Lucas (Mads Mikkelsen) es un profesor de guardería, divorciado, solitario y un poco amargado, que lucha por tener contacto con su hijo adolescente, cuya madre le niega las visitas. Todo comienza a mejorar en su vida cuando su hijo Marcus (Lasse Fogelstrom) decide pasar de la madre e ir a visitar a su padre para pedirle vivir con él. Además Lucas conoce en la guardería a Nadja (Alexandra Rapaport) con la que iniciará una relación amorosa que mitigará su profunda soledad. Sin embargo, el conflicto no tardará en aparecer cuando la pequeña Klara (Annika Wedderkopp), hija de sus mejores amigos, acusa a Lucas de abusos sexuales al sentirse rechazada por él. El mundo de Lucas dará un vuelco debido a la falsa acusación de pederastia. Nadie creerá en su inocencia excepto su hijo Marcus. La pequeña comunidad en la que vive lo condenará sin juicio y ni siquiera le escucharán mientras clama por su inocencia. Este argumento podría perfectamente haber dado como resultado un telefilm de esos con los que nos castigan las televisiones generalistas durante las sobremesas de los fines de semana. Sin embargo, en las manos de Vinterberg se convierte en una profunda y feroz reflexión sobre la estupidez irracional del ser humano ante la situación que plantea la película.
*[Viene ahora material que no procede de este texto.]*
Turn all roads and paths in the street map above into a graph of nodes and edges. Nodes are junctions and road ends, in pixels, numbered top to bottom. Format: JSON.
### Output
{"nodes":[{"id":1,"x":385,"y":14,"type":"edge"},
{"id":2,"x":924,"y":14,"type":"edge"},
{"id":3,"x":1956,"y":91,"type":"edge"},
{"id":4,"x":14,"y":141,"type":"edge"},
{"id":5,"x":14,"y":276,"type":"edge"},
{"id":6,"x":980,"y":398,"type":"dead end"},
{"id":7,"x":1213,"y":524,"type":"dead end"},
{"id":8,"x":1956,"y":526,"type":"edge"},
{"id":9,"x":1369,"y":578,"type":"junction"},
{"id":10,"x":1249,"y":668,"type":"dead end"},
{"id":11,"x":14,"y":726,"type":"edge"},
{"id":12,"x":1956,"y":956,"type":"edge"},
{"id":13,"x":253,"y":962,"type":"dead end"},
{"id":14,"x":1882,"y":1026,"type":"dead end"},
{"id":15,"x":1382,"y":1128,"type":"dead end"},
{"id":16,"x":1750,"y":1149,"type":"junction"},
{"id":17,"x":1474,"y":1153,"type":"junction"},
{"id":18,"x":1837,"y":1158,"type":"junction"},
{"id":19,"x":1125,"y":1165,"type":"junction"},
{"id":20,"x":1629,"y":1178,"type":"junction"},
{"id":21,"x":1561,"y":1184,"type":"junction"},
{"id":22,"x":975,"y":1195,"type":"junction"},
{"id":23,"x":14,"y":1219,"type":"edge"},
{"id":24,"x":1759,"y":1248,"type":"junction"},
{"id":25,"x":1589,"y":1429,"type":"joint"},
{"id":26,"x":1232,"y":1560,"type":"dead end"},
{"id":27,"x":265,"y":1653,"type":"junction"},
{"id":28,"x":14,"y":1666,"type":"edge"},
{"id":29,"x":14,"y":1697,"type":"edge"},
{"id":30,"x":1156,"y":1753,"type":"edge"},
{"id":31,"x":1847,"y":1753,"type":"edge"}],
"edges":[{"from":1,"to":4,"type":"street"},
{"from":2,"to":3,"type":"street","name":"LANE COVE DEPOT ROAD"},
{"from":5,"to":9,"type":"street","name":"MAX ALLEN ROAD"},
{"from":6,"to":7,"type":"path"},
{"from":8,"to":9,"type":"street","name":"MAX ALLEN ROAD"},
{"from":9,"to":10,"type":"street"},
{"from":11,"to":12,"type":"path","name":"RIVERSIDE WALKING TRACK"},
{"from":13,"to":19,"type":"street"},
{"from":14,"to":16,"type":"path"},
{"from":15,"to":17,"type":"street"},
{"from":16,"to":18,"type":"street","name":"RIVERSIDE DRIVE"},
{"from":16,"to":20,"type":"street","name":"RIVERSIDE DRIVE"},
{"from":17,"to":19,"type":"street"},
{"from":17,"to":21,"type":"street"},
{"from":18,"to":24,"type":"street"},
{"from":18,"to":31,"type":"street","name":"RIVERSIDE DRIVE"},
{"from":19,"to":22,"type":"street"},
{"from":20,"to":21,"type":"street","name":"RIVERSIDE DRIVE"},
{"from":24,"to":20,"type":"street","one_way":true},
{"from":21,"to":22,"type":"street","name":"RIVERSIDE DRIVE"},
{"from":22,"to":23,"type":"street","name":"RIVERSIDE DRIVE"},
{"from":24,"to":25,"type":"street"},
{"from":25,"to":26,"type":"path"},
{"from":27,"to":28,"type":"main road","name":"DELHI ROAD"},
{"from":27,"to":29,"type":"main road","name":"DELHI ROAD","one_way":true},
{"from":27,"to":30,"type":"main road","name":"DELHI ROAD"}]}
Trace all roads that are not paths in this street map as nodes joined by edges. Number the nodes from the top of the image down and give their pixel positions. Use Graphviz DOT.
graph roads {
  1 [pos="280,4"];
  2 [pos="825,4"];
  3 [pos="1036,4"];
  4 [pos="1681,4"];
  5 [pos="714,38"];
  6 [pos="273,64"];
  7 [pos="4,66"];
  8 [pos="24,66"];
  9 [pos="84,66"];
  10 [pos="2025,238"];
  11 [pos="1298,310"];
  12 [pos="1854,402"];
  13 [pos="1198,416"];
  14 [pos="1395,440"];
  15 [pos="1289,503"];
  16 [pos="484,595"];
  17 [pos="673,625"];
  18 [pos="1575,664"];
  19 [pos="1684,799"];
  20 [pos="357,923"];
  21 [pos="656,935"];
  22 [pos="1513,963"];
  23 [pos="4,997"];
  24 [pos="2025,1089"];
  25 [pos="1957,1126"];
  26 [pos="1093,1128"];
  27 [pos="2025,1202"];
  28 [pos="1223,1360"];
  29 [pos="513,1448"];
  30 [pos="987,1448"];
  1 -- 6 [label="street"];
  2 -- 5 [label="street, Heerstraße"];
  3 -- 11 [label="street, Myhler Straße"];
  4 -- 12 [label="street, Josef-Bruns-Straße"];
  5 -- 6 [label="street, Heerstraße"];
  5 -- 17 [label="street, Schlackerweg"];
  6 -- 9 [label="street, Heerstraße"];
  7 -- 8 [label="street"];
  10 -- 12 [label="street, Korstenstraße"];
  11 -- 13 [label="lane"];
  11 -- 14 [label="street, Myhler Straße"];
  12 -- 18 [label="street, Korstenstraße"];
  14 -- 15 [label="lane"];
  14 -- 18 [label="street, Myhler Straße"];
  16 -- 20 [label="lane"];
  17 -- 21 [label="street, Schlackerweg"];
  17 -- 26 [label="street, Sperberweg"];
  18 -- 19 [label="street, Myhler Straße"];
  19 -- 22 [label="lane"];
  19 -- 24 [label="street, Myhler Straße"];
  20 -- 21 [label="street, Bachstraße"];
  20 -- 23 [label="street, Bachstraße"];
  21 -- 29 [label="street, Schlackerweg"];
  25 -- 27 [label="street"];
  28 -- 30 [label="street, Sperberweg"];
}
El guión, firmado junto a Tobias Lindholm, que ya colaboró con Vinterberg en su anterior film, Submarino (2010), constituye una sólida estructura donde los tiempos están medidos a la perfección y la intensidad dramática dosificada gradualmente hasta conseguir provocar reacciones encontradas en el espectador, consciente de estar ante una historia muy real. Apoyada en una magnífica elección de casting en el que destacan la versatilidad y crudeza del gran Mads Mikkelsen y la sutileza y dulce malicia (en algunos momentos incluso el espectador puede llegar a odiar a la niña) de Annika Wedderkopp, complementados con la convincente actuación de Thomas Bo Larsen, un habitual en la filmografía del director danés, que da vida al padre de la criatura que de debate entre creer a su pequeña o atender a la proclamación de inocencia que no se cansa de repetir su amigo Lucas. Optará por lo primero, como hará la prácticamente totalidad de la sociedad del pequeño pueblo donde se desarrolla la película.

La caza es un gran film, no es perfecto pero es quizás el mejor de su director hasta la fecha, y una demostración clara y concisa de la hipocresía de la sociedad y de la irracionalidad del ser humano.